Last year when Japanese automaker Nissan Motor Co, Ltd, opened its first global research hub to develop futuristic driverless cars and electric vehicles in Thiruvananthapuram, it created a buzz across the country.
Navas Meeran said the CITU-led strike in Muthoot Finance, which is a listed entity with branches across the country, may send the wrong signals, hampering future investments, especially in the IT sector -- a big job provider for the state’s aspiring young generation. “These days even a small issue gets blown up through social media, which may lead to a situation where big IT companies may choose to stay away from Kerala. All the good work done so far may come to a nought if the strike at Muthoot Finance drags on,” he said.
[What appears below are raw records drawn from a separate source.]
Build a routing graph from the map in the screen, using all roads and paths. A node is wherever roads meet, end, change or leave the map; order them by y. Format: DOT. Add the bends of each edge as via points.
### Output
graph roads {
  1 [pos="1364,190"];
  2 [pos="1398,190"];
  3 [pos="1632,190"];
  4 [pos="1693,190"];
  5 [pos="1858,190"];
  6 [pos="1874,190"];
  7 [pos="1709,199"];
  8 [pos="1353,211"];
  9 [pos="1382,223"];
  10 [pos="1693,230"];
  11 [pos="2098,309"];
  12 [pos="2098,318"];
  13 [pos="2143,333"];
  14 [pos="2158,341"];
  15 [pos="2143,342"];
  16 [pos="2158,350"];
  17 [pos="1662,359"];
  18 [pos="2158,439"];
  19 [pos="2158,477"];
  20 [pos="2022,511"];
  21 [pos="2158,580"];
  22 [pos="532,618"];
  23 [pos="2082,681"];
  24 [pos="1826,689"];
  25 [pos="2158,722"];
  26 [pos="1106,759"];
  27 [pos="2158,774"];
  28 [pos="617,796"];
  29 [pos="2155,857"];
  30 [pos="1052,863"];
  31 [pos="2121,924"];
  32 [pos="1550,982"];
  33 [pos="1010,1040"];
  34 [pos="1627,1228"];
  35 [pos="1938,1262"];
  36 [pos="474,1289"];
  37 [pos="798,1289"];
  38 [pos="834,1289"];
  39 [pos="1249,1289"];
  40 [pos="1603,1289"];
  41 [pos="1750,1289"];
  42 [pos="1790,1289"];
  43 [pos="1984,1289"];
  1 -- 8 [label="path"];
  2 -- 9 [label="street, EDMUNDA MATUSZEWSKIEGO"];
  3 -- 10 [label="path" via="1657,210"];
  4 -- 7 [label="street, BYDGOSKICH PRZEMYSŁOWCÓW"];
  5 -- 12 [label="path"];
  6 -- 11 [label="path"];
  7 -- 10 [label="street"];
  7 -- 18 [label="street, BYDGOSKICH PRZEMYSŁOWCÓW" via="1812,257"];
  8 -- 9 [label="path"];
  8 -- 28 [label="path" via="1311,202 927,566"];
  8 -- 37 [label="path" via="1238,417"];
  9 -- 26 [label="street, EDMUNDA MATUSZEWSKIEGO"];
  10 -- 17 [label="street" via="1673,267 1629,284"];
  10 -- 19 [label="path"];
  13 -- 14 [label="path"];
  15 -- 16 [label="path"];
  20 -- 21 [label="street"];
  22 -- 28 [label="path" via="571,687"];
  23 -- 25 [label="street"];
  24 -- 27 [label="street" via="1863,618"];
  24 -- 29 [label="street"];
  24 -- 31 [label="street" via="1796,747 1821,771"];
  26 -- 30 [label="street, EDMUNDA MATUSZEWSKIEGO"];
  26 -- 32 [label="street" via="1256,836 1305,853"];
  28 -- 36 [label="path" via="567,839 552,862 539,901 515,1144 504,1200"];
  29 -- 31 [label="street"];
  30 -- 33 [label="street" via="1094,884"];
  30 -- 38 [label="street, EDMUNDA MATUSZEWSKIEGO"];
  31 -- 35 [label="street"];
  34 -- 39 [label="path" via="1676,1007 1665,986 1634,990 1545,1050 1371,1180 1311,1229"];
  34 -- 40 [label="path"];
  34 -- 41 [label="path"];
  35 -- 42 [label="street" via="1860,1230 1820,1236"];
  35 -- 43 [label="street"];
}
According to him, cities like Coimbatore with good connectivity and other advantages, are competing with Kerala to attract investments. “We have to be careful that investments that we could attract do not go to Coimbatore, which is fast developing as an IT destination,” said Navas.
Strikes May Hit state’s ‘Ease Of Doing Business’ Ranking
Kerala’s ranking in the ‘Ease of doing business’ index is as low as 21 in 2018. When the LDF Government announced new industrial policy last year, the objective was to climb up the ranking to the top 10 this year.
The Kerala chapter of The IndUS Entrepreneurs (TiE) said if the strikes continue to disrupt the functioning of establishments, it would hamper the state’s image in terms of Ease of Doing Business and will further degenerate the employment scenario in the state.
George Alexander Muthoot, who is a Charter Member of TiE Kerala and executive director of Muthoot Group, said there had been no trade union activity in Muthoot.
“CITU has been trying to create one for the past three years. Despite calling for 12 strikes totalling 52 working days over the past three years, they have been unsuccessful in creating it,” he said. Chandran Pillai of CPM, however, said the CITU does not believe in physically blocking employees who turn up for work.
“Ever since the LDF Government came to power, the investment climate has improved in a significant way. Nobody can deny this,” he said.
Though Kerala scores high on human-development indicators such as literacy and maternal health, it has not done well as job-creators. Unemployment in the state came in at 12.5%, while in Tripura and Himachal Pradesh it stood at 19.7% and 10.6% respectively. The failure to create a conducive business environment is cited for this. In contrast, dynamic states which are actively improving their ease of doing business - including Chhattisgarh (1.9%), Karnataka (1.5%) and Gujarat (0.9%) - recorded the lowest unemployment rates.
A striking past
Last year, a strike by workers belonging to CITU-backed union at Synthite Industries’ main factory at Kadayiruppu near Kolenchery in Ernakulam, forced the company to shutdown operations for several days.
In October 2016, a car carrier ship mv Dresden decided not to call at Cochin Port due to labour disputes.
Following the strike, the Muthoot has threatened that it would close down over 300 branches if these branches are not allowed to function.